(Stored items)
------------------------------------------------------------
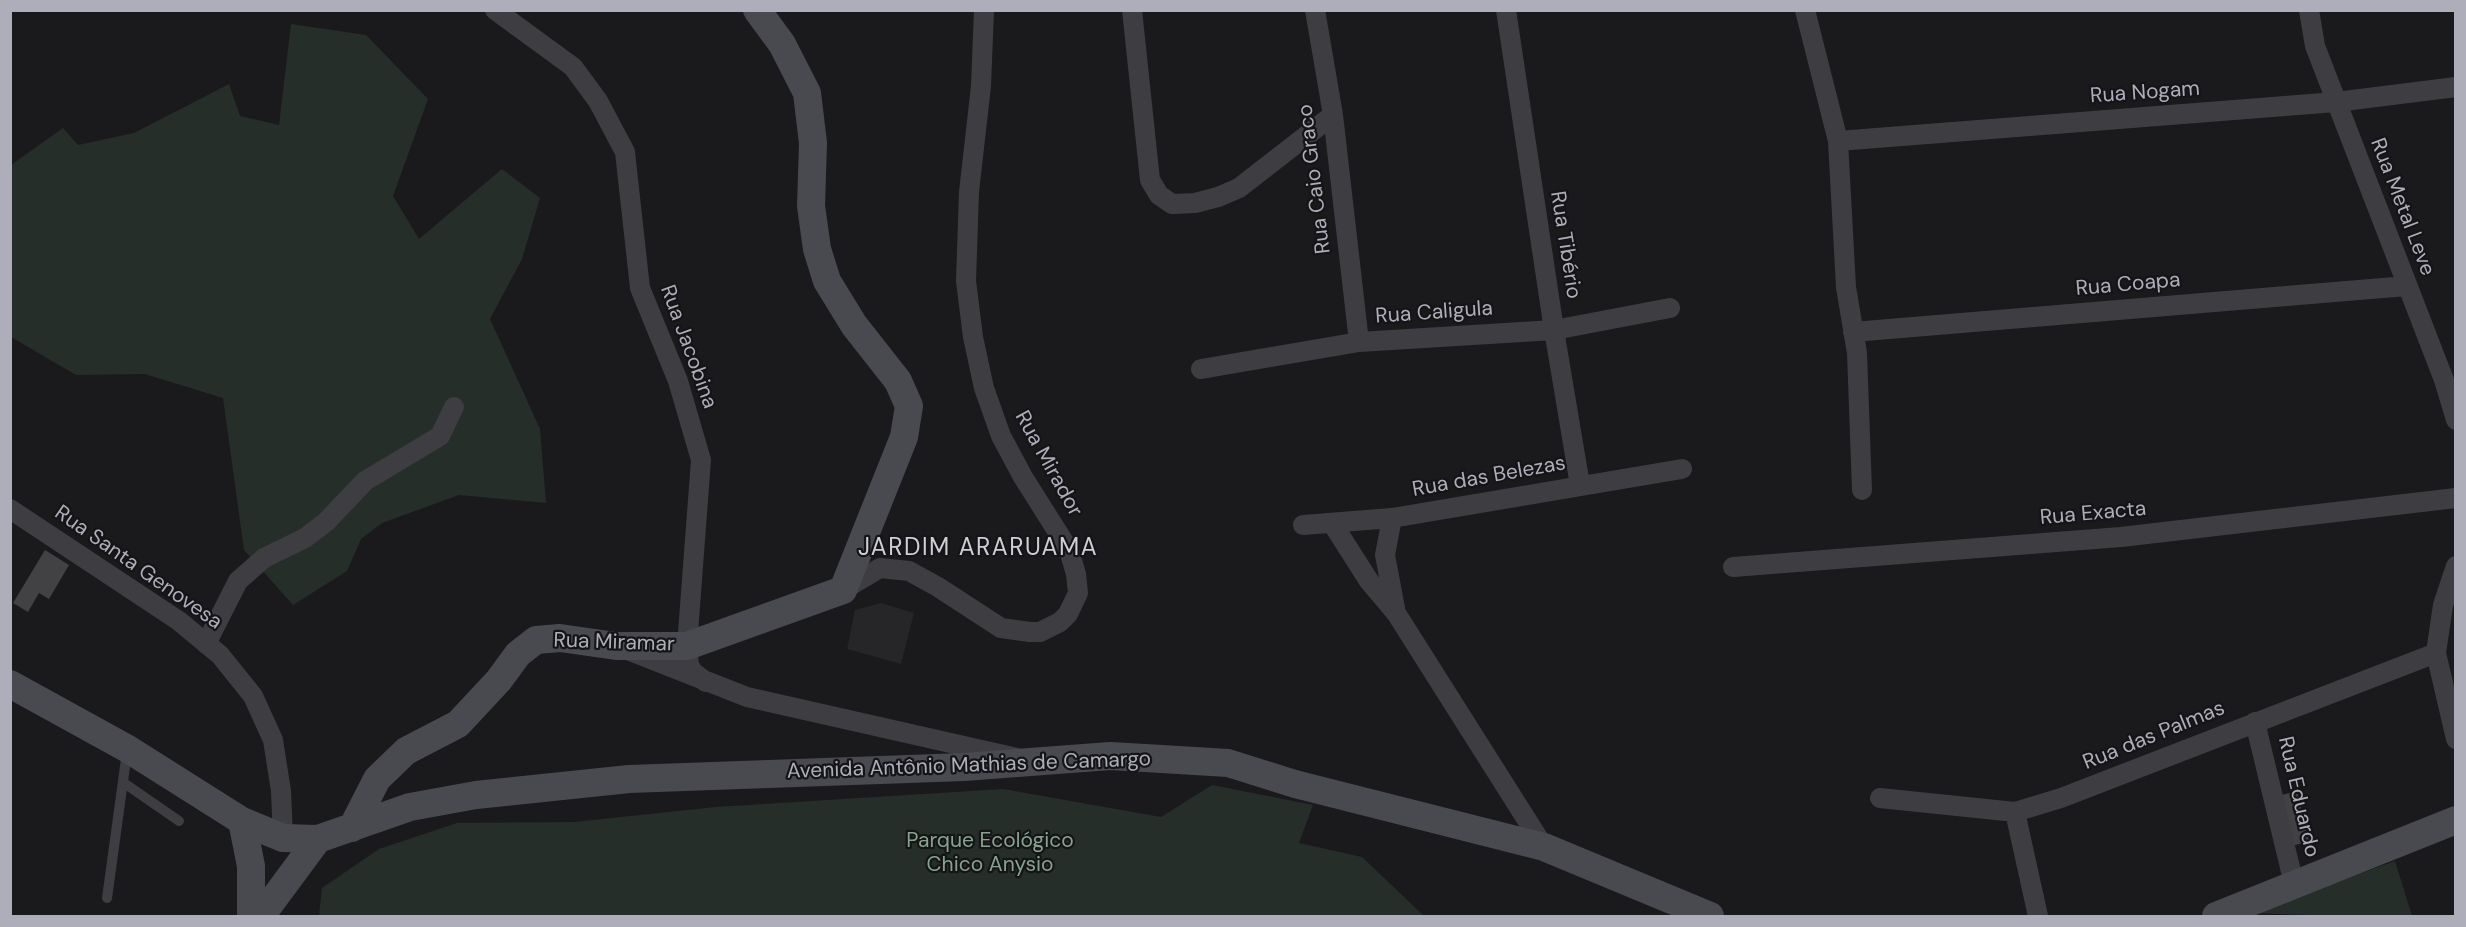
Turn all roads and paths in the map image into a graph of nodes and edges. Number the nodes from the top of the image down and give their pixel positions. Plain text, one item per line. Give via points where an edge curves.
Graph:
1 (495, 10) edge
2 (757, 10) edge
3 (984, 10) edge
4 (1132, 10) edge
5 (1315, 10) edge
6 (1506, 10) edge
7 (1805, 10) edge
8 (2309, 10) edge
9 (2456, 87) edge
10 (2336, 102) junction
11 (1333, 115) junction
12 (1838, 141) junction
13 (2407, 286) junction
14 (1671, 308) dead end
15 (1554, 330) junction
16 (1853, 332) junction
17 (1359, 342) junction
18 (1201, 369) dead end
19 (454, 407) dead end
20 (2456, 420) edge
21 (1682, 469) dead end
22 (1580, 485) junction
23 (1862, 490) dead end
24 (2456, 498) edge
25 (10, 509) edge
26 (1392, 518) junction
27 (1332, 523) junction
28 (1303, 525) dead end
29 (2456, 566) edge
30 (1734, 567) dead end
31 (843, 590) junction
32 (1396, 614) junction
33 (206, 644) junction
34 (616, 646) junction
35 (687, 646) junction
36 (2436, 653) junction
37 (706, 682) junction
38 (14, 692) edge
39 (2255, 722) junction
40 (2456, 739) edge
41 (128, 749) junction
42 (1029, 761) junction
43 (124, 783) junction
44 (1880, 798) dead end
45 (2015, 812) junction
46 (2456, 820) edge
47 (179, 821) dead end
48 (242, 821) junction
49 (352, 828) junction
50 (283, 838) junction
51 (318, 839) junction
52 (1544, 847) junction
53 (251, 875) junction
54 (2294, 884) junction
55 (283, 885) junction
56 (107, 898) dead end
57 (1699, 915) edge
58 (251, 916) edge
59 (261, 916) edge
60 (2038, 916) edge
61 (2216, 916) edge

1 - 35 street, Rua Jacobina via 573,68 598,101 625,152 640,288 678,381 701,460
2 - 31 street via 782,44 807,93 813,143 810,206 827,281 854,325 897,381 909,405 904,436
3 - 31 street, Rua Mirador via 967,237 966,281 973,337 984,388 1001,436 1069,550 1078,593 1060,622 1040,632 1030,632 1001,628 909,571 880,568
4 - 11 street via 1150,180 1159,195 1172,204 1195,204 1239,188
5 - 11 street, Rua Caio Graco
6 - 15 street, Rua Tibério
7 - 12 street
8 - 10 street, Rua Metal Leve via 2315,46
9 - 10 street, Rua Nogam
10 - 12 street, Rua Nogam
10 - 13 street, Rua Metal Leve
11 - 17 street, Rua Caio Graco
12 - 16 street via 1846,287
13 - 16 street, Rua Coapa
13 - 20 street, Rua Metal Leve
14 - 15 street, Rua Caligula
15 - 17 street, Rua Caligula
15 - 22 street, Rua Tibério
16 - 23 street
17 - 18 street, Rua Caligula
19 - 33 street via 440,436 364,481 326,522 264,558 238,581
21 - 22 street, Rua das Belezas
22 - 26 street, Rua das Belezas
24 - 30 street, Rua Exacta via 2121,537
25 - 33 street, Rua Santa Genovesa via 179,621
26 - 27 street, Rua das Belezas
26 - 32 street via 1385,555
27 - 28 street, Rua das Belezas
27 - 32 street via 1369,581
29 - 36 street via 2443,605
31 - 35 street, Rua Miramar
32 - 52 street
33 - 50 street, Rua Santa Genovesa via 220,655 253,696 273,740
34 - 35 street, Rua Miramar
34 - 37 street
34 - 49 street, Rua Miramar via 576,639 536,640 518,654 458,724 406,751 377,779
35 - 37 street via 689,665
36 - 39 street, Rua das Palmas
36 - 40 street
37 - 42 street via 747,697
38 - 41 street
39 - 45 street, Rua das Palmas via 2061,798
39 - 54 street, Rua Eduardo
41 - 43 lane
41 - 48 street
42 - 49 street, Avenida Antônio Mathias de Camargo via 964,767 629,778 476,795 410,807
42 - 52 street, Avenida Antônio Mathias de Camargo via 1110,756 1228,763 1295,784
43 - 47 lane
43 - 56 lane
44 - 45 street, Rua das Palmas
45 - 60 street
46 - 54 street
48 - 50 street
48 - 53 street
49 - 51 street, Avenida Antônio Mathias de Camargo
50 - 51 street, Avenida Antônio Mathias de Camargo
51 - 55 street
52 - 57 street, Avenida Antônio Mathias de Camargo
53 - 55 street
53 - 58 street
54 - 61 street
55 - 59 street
------------------------------------------------------------
- WHAT TO WORK ON
Copy every entry word for word, but omit the pictures.

- FINAL ANSWER
Turn all roads and paths in the map image into a graph of nodes and edges. Number the nodes from the top of the image down and give their pixel positions. Plain text, one item per line. Give via points where an edge curves.
Graph:
1 (495, 10) edge
2 (757, 10) edge
3 (984, 10) edge
4 (1132, 10) edge
5 (1315, 10) edge
6 (1506, 10) edge
7 (1805, 10) edge
8 (2309, 10) edge
9 (2456, 87) edge
10 (2336, 102) junction
11 (1333, 115) junction
12 (1838, 141) junction
13 (2407, 286) junction
14 (1671, 308) dead end
15 (1554, 330) junction
16 (1853, 332) junction
17 (1359, 342) junction
18 (1201, 369) dead end
19 (454, 407) dead end
20 (2456, 420) edge
21 (1682, 469) dead end
22 (1580, 485) junction
23 (1862, 490) dead end
24 (2456, 498) edge
25 (10, 509) edge
26 (1392, 518) junction
27 (1332, 523) junction
28 (1303, 525) dead end
29 (2456, 566) edge
30 (1734, 567) dead end
31 (843, 590) junction
32 (1396, 614) junction
33 (206, 644) junction
34 (616, 646) junction
35 (687, 646) junction
36 (2436, 653) junction
37 (706, 682) junction
38 (14, 692) edge
39 (2255, 722) junction
40 (2456, 739) edge
41 (128, 749) junction
42 (1029, 761) junction
43 (124, 783) junction
44 (1880, 798) dead end
45 (2015, 812) junction
46 (2456, 820) edge
47 (179, 821) dead end
48 (242, 821) junction
49 (352, 828) junction
50 (283, 838) junction
51 (318, 839) junction
52 (1544, 847) junction
53 (251, 875) junction
54 (2294, 884) junction
55 (283, 885) junction
56 (107, 898) dead end
57 (1699, 915) edge
58 (251, 916) edge
59 (261, 916) edge
60 (2038, 916) edge
61 (2216, 916) edge

1 - 35 street, Rua Jacobina via 573,68 598,101 625,152 640,288 678,381 701,460
2 - 31 street via 782,44 807,93 813,143 810,206 827,281 854,325 897,381 909,405 904,436
3 - 31 street, Rua Mirador via 967,237 966,281 973,337 984,388 1001,436 1069,550 1078,593 1060,622 1040,632 1030,632 1001,628 909,571 880,568
4 - 11 street via 1150,180 1159,195 1172,204 1195,204 1239,188
5 - 11 street, Rua Caio Graco
6 - 15 street, Rua Tibério
7 - 12 street
8 - 10 street, Rua Metal Leve via 2315,46
9 - 10 street, Rua Nogam
10 - 12 street, Rua Nogam
10 - 13 street, Rua Metal Leve
11 - 17 street, Rua Caio Graco
12 - 16 street via 1846,287
13 - 16 street, Rua Coapa
13 - 20 street, Rua Metal Leve
14 - 15 street, Rua Caligula
15 - 17 street, Rua Caligula
15 - 22 street, Rua Tibério
16 - 23 street
17 - 18 street, Rua Caligula
19 - 33 street via 440,436 364,481 326,522 264,558 238,581
21 - 22 street, Rua das Belezas
22 - 26 street, Rua das Belezas
24 - 30 street, Rua Exacta via 2121,537
25 - 33 street, Rua Santa Genovesa via 179,621
26 - 27 street, Rua das Belezas
26 - 32 street via 1385,555
27 - 28 street, Rua das Belezas
27 - 32 street via 1369,581
29 - 36 street via 2443,605
31 - 35 street, Rua Miramar
32 - 52 street
33 - 50 street, Rua Santa Genovesa via 220,655 253,696 273,740
34 - 35 street, Rua Miramar
34 - 37 street
34 - 49 street, Rua Miramar via 576,639 536,640 518,654 458,724 406,751 377,779
35 - 37 street via 689,665
36 - 39 street, Rua das Palmas
36 - 40 street
37 - 42 street via 747,697
38 - 41 street
39 - 45 street, Rua das Palmas via 2061,798
39 - 54 street, Rua Eduardo
41 - 43 lane
41 - 48 street
42 - 49 street, Avenida Antônio Mathias de Camargo via 964,767 629,778 476,795 410,807
42 - 52 street, Avenida Antônio Mathias de Camargo via 1110,756 1228,763 1295,784
43 - 47 lane
43 - 56 lane
44 - 45 street, Rua das Palmas
45 - 60 street
46 - 54 street
48 - 50 street
48 - 53 street
49 - 51 street, Avenida Antônio Mathias de Camargo
50 - 51 street, Avenida Antônio Mathias de Camargo
51 - 55 street
52 - 57 street, Avenida Antônio Mathias de Camargo
53 - 55 street
53 - 58 street
54 - 61 street
55 - 59 street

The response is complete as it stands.